(Saved data entries)

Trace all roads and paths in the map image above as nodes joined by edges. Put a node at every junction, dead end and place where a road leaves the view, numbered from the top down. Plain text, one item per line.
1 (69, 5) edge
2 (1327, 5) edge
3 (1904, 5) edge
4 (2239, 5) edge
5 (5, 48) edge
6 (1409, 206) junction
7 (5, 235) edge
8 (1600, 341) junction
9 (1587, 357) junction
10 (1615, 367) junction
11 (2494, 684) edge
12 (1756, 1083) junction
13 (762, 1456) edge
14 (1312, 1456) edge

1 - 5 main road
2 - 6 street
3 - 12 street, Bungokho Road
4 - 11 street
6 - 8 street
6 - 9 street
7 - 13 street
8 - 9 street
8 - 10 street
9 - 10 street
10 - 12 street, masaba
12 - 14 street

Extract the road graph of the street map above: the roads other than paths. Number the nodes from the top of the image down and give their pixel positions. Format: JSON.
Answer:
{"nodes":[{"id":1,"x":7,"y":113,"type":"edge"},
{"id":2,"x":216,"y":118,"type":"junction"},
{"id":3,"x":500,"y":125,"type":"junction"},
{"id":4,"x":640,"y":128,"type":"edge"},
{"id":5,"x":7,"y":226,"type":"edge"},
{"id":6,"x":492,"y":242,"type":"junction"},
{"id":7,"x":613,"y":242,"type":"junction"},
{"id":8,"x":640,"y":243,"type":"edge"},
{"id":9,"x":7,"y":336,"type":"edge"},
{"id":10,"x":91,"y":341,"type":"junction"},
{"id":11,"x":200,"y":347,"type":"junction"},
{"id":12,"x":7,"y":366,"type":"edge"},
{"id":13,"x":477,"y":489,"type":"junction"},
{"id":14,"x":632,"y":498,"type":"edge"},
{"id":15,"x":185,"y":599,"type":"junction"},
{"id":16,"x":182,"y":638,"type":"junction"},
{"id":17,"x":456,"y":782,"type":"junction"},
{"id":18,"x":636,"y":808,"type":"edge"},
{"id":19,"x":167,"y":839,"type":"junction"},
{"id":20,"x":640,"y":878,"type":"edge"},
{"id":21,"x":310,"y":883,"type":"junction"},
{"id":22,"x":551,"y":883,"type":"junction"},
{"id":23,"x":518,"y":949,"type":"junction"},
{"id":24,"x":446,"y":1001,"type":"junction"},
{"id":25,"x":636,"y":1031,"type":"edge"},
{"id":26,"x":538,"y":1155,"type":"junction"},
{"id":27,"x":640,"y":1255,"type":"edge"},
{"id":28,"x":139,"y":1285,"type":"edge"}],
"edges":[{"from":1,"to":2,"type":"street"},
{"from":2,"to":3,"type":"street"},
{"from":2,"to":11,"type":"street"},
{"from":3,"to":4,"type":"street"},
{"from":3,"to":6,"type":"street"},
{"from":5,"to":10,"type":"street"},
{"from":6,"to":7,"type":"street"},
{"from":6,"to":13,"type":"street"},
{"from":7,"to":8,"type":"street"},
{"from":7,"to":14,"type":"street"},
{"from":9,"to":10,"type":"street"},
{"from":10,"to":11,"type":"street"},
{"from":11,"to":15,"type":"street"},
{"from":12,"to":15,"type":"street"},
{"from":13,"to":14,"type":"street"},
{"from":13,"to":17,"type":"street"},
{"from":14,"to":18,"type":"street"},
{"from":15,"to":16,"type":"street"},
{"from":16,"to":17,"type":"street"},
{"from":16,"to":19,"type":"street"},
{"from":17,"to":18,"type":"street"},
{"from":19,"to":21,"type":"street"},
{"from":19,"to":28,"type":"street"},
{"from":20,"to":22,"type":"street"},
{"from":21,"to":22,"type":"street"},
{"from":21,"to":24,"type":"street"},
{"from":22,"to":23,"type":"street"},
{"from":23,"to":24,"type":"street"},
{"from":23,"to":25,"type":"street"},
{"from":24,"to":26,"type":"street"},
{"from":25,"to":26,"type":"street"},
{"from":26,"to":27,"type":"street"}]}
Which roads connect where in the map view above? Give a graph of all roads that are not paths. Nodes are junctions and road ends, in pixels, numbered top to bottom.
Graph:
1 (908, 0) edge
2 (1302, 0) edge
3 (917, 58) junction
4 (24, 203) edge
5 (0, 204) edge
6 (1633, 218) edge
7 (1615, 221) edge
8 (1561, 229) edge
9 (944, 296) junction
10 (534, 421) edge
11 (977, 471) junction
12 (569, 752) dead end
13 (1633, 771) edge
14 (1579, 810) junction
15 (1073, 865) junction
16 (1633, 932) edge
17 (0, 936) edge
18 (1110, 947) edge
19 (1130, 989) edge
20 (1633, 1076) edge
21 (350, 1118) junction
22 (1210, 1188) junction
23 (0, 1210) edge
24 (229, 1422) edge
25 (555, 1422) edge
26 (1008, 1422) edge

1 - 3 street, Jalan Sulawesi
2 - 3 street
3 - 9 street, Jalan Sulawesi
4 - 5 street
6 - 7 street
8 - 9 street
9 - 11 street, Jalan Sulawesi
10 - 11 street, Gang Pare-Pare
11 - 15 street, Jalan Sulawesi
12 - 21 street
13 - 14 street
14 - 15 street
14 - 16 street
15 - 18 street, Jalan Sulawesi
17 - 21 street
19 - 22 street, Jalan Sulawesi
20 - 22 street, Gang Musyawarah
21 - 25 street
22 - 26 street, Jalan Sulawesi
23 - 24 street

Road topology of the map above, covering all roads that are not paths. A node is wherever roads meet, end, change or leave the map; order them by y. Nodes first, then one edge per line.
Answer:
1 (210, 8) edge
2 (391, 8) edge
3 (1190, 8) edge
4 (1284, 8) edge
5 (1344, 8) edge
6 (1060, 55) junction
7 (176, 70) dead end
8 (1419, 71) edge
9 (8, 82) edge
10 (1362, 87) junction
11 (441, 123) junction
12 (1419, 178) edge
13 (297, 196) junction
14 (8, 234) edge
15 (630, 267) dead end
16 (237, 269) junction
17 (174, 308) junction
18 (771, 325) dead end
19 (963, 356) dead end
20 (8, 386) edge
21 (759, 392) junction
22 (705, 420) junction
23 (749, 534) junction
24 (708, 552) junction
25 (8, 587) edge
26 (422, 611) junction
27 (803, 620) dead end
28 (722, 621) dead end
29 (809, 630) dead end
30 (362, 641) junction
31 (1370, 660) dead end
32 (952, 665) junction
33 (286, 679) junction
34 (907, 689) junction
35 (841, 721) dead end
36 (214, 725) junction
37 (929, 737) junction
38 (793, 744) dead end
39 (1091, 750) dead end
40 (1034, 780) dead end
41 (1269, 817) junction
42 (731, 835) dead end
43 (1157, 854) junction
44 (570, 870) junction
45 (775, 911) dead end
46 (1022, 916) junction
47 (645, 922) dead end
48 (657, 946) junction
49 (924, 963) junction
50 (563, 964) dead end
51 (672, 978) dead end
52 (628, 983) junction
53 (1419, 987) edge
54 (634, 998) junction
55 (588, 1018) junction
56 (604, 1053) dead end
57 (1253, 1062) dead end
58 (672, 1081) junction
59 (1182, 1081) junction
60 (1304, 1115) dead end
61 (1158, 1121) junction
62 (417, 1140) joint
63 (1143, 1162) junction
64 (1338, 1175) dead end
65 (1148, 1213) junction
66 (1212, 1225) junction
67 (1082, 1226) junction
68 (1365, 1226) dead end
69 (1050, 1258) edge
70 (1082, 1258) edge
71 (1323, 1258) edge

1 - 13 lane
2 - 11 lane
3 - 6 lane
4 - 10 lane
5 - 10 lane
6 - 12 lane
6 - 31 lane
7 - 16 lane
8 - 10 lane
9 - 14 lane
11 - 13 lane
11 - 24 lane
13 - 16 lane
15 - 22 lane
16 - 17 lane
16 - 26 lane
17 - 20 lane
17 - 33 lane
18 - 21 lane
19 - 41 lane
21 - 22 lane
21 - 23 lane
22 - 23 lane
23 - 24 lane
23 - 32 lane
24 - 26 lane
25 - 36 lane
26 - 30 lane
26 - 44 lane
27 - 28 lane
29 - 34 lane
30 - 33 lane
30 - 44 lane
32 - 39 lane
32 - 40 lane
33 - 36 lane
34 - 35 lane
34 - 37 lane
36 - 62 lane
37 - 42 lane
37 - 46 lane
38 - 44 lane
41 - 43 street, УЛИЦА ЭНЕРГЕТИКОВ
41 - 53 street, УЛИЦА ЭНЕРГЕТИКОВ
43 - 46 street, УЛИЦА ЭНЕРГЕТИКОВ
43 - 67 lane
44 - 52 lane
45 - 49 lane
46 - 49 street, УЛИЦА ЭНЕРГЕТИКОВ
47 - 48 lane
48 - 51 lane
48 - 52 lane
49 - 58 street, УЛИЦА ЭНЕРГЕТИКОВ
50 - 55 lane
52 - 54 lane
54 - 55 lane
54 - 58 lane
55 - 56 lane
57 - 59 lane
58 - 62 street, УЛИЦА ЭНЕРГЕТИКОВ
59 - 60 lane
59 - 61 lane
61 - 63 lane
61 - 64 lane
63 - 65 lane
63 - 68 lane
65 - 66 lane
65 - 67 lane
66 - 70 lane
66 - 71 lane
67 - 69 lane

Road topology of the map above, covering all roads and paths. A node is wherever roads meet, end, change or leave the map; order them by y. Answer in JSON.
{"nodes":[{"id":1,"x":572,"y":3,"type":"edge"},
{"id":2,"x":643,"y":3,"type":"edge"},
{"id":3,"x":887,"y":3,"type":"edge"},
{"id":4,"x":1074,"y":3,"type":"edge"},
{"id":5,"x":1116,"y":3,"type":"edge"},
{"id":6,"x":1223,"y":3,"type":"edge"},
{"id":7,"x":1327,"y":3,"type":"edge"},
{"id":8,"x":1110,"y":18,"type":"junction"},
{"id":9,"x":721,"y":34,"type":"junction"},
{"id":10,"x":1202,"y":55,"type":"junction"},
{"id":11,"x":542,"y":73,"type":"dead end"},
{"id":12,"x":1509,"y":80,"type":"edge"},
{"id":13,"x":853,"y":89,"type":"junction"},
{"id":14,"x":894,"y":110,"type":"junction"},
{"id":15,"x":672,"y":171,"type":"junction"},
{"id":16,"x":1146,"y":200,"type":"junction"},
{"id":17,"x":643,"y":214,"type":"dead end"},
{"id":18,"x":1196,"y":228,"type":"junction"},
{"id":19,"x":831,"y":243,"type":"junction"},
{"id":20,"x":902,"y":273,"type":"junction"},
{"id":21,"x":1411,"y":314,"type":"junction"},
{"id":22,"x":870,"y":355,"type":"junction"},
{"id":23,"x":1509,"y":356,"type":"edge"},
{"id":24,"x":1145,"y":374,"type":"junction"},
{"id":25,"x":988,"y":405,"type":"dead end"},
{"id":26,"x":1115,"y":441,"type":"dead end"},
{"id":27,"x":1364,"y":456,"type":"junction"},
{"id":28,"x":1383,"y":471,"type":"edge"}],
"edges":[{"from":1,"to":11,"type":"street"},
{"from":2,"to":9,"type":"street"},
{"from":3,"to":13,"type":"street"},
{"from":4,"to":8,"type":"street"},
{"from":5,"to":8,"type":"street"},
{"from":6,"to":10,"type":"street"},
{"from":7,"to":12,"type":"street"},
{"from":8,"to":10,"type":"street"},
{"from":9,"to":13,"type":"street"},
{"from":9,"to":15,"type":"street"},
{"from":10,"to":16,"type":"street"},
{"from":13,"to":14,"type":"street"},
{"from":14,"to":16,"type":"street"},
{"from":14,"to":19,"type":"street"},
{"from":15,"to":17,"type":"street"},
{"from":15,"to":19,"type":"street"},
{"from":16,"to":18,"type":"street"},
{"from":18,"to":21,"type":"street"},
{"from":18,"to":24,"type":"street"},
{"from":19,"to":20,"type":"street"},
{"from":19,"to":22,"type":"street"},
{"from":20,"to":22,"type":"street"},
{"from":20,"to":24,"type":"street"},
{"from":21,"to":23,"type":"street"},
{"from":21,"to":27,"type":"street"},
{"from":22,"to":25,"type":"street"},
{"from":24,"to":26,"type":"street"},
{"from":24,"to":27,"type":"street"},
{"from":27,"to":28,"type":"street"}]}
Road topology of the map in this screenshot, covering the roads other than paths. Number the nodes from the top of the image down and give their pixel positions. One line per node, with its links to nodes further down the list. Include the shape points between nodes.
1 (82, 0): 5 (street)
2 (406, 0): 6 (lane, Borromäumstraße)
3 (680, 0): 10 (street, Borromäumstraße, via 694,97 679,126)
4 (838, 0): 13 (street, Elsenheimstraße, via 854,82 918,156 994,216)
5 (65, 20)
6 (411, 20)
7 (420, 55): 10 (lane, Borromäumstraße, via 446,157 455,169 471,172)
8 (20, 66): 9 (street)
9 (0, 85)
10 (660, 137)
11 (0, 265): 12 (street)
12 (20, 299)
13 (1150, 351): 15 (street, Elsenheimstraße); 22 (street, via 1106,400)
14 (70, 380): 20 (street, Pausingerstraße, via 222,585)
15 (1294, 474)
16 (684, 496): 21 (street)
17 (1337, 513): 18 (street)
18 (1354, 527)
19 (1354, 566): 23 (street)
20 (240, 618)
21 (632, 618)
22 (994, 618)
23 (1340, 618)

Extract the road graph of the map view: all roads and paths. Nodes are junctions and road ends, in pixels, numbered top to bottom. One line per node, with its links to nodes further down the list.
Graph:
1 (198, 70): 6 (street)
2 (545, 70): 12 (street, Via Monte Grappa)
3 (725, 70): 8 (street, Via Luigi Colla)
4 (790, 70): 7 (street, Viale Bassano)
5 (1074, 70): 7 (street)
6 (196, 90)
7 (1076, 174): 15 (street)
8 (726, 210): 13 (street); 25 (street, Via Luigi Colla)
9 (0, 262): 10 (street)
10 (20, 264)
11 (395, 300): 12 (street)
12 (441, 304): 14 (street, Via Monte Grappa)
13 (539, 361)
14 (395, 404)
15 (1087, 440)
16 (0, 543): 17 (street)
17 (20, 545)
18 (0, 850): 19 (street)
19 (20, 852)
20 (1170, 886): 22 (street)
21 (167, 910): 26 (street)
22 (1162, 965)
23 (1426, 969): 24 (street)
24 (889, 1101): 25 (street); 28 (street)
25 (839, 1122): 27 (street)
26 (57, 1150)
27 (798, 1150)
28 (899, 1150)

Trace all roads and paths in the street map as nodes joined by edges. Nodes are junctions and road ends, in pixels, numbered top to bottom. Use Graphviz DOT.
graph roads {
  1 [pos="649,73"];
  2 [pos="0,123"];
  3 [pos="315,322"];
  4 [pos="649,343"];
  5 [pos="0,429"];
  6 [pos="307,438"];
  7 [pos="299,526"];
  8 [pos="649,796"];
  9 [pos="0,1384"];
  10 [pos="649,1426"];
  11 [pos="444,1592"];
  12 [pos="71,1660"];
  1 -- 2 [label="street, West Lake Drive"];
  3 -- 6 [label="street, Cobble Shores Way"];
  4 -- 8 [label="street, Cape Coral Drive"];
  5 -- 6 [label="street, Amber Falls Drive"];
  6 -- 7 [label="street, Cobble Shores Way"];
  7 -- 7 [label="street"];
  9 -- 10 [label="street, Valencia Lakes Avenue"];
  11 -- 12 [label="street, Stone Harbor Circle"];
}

• TASK INSTRUCTIONS: Please reproduce exactly the lines from the first one of the records above through the line containing "Extract the road graph of the street", both included, and nothing else.

• WRITTEN ANSWER:
Trace all roads and paths in the map image above as nodes joined by edges. Put a node at every junction, dead end and place where a road leaves the view, numbered from the top down. Plain text, one item per line.
1 (69, 5) edge
2 (1327, 5) edge
3 (1904, 5) edge
4 (2239, 5) edge
5 (5, 48) edge
6 (1409, 206) junction
7 (5, 235) edge
8 (1600, 341) junction
9 (1587, 357) junction
10 (1615, 367) junction
11 (2494, 684) edge
12 (1756, 1083) junction
13 (762, 1456) edge
14 (1312, 1456) edge

1 - 5 main road
2 - 6 street
3 - 12 street, Bungokho Road
4 - 11 street
6 - 8 street
6 - 9 street
7 - 13 street
8 - 9 street
8 - 10 street
9 - 10 street
10 - 12 street, masaba
12 - 14 street

Extract the road graph of the street map above: the roads other than paths. Number the nodes from the top of the image down and give their pixel positions. Format: JSON.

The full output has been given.